(RECORD EXCERPTS begins)

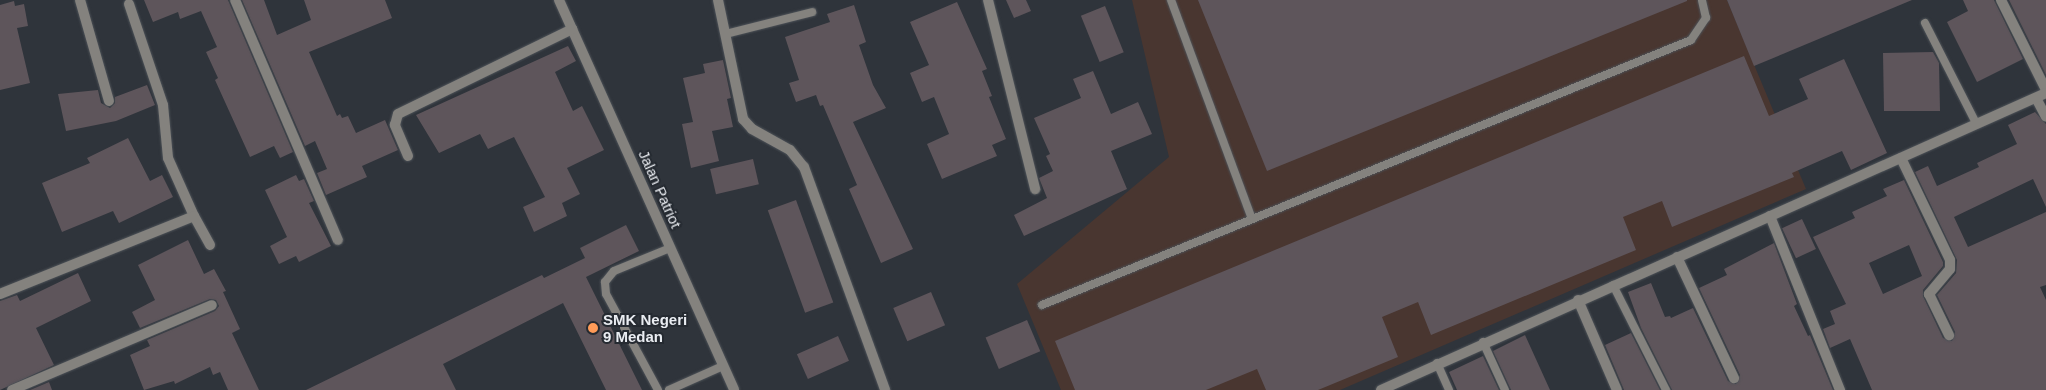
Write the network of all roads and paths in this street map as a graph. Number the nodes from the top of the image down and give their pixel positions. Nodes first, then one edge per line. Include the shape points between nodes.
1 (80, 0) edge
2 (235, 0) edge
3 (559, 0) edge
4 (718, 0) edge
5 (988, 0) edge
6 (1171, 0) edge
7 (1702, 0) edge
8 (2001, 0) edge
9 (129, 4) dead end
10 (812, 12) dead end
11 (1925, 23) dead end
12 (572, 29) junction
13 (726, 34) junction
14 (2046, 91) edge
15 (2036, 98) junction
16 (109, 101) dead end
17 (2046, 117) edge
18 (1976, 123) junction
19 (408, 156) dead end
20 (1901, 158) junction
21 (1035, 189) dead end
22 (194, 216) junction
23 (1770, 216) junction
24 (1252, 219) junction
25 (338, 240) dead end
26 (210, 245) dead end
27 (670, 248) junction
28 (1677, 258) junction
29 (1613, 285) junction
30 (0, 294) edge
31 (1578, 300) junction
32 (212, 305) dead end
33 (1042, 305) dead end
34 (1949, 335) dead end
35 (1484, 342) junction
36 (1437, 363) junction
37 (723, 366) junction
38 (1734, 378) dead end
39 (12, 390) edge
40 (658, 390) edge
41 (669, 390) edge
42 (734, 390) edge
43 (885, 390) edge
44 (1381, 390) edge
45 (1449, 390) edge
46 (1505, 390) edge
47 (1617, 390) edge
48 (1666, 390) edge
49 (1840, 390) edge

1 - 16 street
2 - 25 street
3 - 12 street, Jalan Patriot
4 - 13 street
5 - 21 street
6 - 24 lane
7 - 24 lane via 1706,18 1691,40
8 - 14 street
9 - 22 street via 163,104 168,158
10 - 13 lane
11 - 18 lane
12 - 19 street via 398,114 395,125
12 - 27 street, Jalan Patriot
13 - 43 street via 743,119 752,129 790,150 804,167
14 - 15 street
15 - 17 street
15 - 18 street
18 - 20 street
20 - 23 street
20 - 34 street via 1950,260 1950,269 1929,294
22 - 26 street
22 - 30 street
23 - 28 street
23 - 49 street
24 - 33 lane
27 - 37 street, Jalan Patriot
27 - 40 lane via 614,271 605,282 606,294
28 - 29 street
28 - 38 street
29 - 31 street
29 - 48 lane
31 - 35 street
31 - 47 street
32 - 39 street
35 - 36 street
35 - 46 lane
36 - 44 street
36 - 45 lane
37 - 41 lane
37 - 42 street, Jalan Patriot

(RECORD EXCERPTS ends)

▶ REQUIRED ACTION
Everything in the records that precede this task must be written out again exactly, except the pictures.

▶ TASK RESULT
Write the network of all roads and paths in this street map as a graph. Number the nodes from the top of the image down and give their pixel positions. Nodes first, then one edge per line. Include the shape points between nodes.
1 (80, 0) edge
2 (235, 0) edge
3 (559, 0) edge
4 (718, 0) edge
5 (988, 0) edge
6 (1171, 0) edge
7 (1702, 0) edge
8 (2001, 0) edge
9 (129, 4) dead end
10 (812, 12) dead end
11 (1925, 23) dead end
12 (572, 29) junction
13 (726, 34) junction
14 (2046, 91) edge
15 (2036, 98) junction
16 (109, 101) dead end
17 (2046, 117) edge
18 (1976, 123) junction
19 (408, 156) dead end
20 (1901, 158) junction
21 (1035, 189) dead end
22 (194, 216) junction
23 (1770, 216) junction
24 (1252, 219) junction
25 (338, 240) dead end
26 (210, 245) dead end
27 (670, 248) junction
28 (1677, 258) junction
29 (1613, 285) junction
30 (0, 294) edge
31 (1578, 300) junction
32 (212, 305) dead end
33 (1042, 305) dead end
34 (1949, 335) dead end
35 (1484, 342) junction
36 (1437, 363) junction
37 (723, 366) junction
38 (1734, 378) dead end
39 (12, 390) edge
40 (658, 390) edge
41 (669, 390) edge
42 (734, 390) edge
43 (885, 390) edge
44 (1381, 390) edge
45 (1449, 390) edge
46 (1505, 390) edge
47 (1617, 390) edge
48 (1666, 390) edge
49 (1840, 390) edge

1 - 16 street
2 - 25 street
3 - 12 street, Jalan Patriot
4 - 13 street
5 - 21 street
6 - 24 lane
7 - 24 lane via 1706,18 1691,40
8 - 14 street
9 - 22 street via 163,104 168,158
10 - 13 lane
11 - 18 lane
12 - 19 street via 398,114 395,125
12 - 27 street, Jalan Patriot
13 - 43 street via 743,119 752,129 790,150 804,167
14 - 15 street
15 - 17 street
15 - 18 street
18 - 20 street
20 - 23 street
20 - 34 street via 1950,260 1950,269 1929,294
22 - 26 street
22 - 30 street
23 - 28 street
23 - 49 street
24 - 33 lane
27 - 37 street, Jalan Patriot
27 - 40 lane via 614,271 605,282 606,294
28 - 29 street
28 - 38 street
29 - 31 street
29 - 48 lane
31 - 35 street
31 - 47 street
32 - 39 street
35 - 36 street
35 - 46 lane
36 - 44 street
36 - 45 lane
37 - 41 lane
37 - 42 street, Jalan Patriot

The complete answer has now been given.